▸ **Work to be completed**
The data beneath this task is to be duplicated exactly, in its entirety.

▸ **Provided material**
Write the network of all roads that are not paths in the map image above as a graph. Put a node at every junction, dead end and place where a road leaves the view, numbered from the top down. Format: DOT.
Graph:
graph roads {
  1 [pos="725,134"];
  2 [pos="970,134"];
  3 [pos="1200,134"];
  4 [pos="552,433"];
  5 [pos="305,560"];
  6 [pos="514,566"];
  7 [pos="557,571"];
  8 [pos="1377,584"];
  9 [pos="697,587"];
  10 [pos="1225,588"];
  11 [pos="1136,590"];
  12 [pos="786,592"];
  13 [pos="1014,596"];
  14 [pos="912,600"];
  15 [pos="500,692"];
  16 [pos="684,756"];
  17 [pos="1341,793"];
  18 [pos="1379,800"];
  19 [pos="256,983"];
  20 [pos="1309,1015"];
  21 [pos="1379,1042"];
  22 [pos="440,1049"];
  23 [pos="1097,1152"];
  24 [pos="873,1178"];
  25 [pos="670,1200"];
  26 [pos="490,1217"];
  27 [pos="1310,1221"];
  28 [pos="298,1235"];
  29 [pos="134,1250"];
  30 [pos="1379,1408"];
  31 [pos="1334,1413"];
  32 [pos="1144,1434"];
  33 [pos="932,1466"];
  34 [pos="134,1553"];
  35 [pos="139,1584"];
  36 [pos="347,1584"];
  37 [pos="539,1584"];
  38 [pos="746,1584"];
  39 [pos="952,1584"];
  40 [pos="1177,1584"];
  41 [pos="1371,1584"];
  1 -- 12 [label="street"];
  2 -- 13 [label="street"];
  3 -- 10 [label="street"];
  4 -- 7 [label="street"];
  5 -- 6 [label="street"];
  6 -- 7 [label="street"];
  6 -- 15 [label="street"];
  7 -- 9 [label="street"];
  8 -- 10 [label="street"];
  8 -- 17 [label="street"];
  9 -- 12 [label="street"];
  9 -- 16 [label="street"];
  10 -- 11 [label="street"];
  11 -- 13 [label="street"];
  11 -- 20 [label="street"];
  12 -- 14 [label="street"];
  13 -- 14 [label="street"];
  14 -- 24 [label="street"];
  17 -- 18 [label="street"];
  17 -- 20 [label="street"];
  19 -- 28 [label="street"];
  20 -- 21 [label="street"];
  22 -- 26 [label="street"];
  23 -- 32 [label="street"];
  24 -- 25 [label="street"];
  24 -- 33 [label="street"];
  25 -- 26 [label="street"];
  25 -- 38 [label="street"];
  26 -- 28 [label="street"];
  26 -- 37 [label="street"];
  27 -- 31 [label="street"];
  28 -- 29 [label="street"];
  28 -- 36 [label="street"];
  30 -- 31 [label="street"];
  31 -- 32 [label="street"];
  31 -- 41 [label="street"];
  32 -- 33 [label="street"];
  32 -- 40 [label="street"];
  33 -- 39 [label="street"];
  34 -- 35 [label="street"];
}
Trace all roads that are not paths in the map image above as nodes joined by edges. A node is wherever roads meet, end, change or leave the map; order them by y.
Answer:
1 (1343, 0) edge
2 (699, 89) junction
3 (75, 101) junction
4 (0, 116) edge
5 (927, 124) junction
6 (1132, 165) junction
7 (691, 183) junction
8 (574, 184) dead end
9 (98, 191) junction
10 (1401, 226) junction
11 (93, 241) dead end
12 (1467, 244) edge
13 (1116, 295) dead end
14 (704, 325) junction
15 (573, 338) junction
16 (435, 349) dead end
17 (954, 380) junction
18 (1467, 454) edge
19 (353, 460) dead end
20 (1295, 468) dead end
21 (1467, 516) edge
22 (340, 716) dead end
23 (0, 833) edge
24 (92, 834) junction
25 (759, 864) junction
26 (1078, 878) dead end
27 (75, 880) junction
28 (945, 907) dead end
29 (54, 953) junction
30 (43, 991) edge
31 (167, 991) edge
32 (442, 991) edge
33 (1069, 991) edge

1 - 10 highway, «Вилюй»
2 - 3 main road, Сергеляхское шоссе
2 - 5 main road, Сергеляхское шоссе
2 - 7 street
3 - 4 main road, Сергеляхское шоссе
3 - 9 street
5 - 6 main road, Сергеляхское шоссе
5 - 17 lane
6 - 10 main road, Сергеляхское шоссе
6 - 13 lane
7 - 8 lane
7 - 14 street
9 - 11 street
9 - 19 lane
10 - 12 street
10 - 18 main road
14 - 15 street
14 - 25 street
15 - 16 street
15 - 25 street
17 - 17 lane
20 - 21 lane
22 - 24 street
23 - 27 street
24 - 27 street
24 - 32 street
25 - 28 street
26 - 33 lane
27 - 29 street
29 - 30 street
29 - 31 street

▸ **Solution for this problem**
Write the network of all roads that are not paths in the map image above as a graph. Put a node at every junction, dead end and place where a road leaves the view, numbered from the top down. Format: DOT.
Graph:
graph roads {
  1 [pos="725,134"];
  2 [pos="970,134"];
  3 [pos="1200,134"];
  4 [pos="552,433"];
  5 [pos="305,560"];
  6 [pos="514,566"];
  7 [pos="557,571"];
  8 [pos="1377,584"];
  9 [pos="697,587"];
  10 [pos="1225,588"];
  11 [pos="1136,590"];
  12 [pos="786,592"];
  13 [pos="1014,596"];
  14 [pos="912,600"];
  15 [pos="500,692"];
  16 [pos="684,756"];
  17 [pos="1341,793"];
  18 [pos="1379,800"];
  19 [pos="256,983"];
  20 [pos="1309,1015"];
  21 [pos="1379,1042"];
  22 [pos="440,1049"];
  23 [pos="1097,1152"];
  24 [pos="873,1178"];
  25 [pos="670,1200"];
  26 [pos="490,1217"];
  27 [pos="1310,1221"];
  28 [pos="298,1235"];
  29 [pos="134,1250"];
  30 [pos="1379,1408"];
  31 [pos="1334,1413"];
  32 [pos="1144,1434"];
  33 [pos="932,1466"];
  34 [pos="134,1553"];
  35 [pos="139,1584"];
  36 [pos="347,1584"];
  37 [pos="539,1584"];
  38 [pos="746,1584"];
  39 [pos="952,1584"];
  40 [pos="1177,1584"];
  41 [pos="1371,1584"];
  1 -- 12 [label="street"];
  2 -- 13 [label="street"];
  3 -- 10 [label="street"];
  4 -- 7 [label="street"];
  5 -- 6 [label="street"];
  6 -- 7 [label="street"];
  6 -- 15 [label="street"];
  7 -- 9 [label="street"];
  8 -- 10 [label="street"];
  8 -- 17 [label="street"];
  9 -- 12 [label="street"];
  9 -- 16 [label="street"];
  10 -- 11 [label="street"];
  11 -- 13 [label="street"];
  11 -- 20 [label="street"];
  12 -- 14 [label="street"];
  13 -- 14 [label="street"];
  14 -- 24 [label="street"];
  17 -- 18 [label="street"];
  17 -- 20 [label="street"];
  19 -- 28 [label="street"];
  20 -- 21 [label="street"];
  22 -- 26 [label="street"];
  23 -- 32 [label="street"];
  24 -- 25 [label="street"];
  24 -- 33 [label="street"];
  25 -- 26 [label="street"];
  25 -- 38 [label="street"];
  26 -- 28 [label="street"];
  26 -- 37 [label="street"];
  27 -- 31 [label="street"];
  28 -- 29 [label="street"];
  28 -- 36 [label="street"];
  30 -- 31 [label="street"];
  31 -- 32 [label="street"];
  31 -- 41 [label="street"];
  32 -- 33 [label="street"];
  32 -- 40 [label="street"];
  33 -- 39 [label="street"];
  34 -- 35 [label="street"];
}
Trace all roads that are not paths in the map image above as nodes joined by edges. A node is wherever roads meet, end, change or leave the map; order them by y.
Answer:
1 (1343, 0) edge
2 (699, 89) junction
3 (75, 101) junction
4 (0, 116) edge
5 (927, 124) junction
6 (1132, 165) junction
7 (691, 183) junction
8 (574, 184) dead end
9 (98, 191) junction
10 (1401, 226) junction
11 (93, 241) dead end
12 (1467, 244) edge
13 (1116, 295) dead end
14 (704, 325) junction
15 (573, 338) junction
16 (435, 349) dead end
17 (954, 380) junction
18 (1467, 454) edge
19 (353, 460) dead end
20 (1295, 468) dead end
21 (1467, 516) edge
22 (340, 716) dead end
23 (0, 833) edge
24 (92, 834) junction
25 (759, 864) junction
26 (1078, 878) dead end
27 (75, 880) junction
28 (945, 907) dead end
29 (54, 953) junction
30 (43, 991) edge
31 (167, 991) edge
32 (442, 991) edge
33 (1069, 991) edge

1 - 10 highway, «Вилюй»
2 - 3 main road, Сергеляхское шоссе
2 - 5 main road, Сергеляхское шоссе
2 - 7 street
3 - 4 main road, Сергеляхское шоссе
3 - 9 street
5 - 6 main road, Сергеляхское шоссе
5 - 17 lane
6 - 10 main road, Сергеляхское шоссе
6 - 13 lane
7 - 8 lane
7 - 14 street
9 - 11 street
9 - 19 lane
10 - 12 street
10 - 18 main road
14 - 15 street
14 - 25 street
15 - 16 street
15 - 25 street
17 - 17 lane
20 - 21 lane
22 - 24 street
23 - 27 street
24 - 27 street
24 - 32 street
25 - 28 street
26 - 33 lane
27 - 29 street
29 - 30 street
29 - 31 street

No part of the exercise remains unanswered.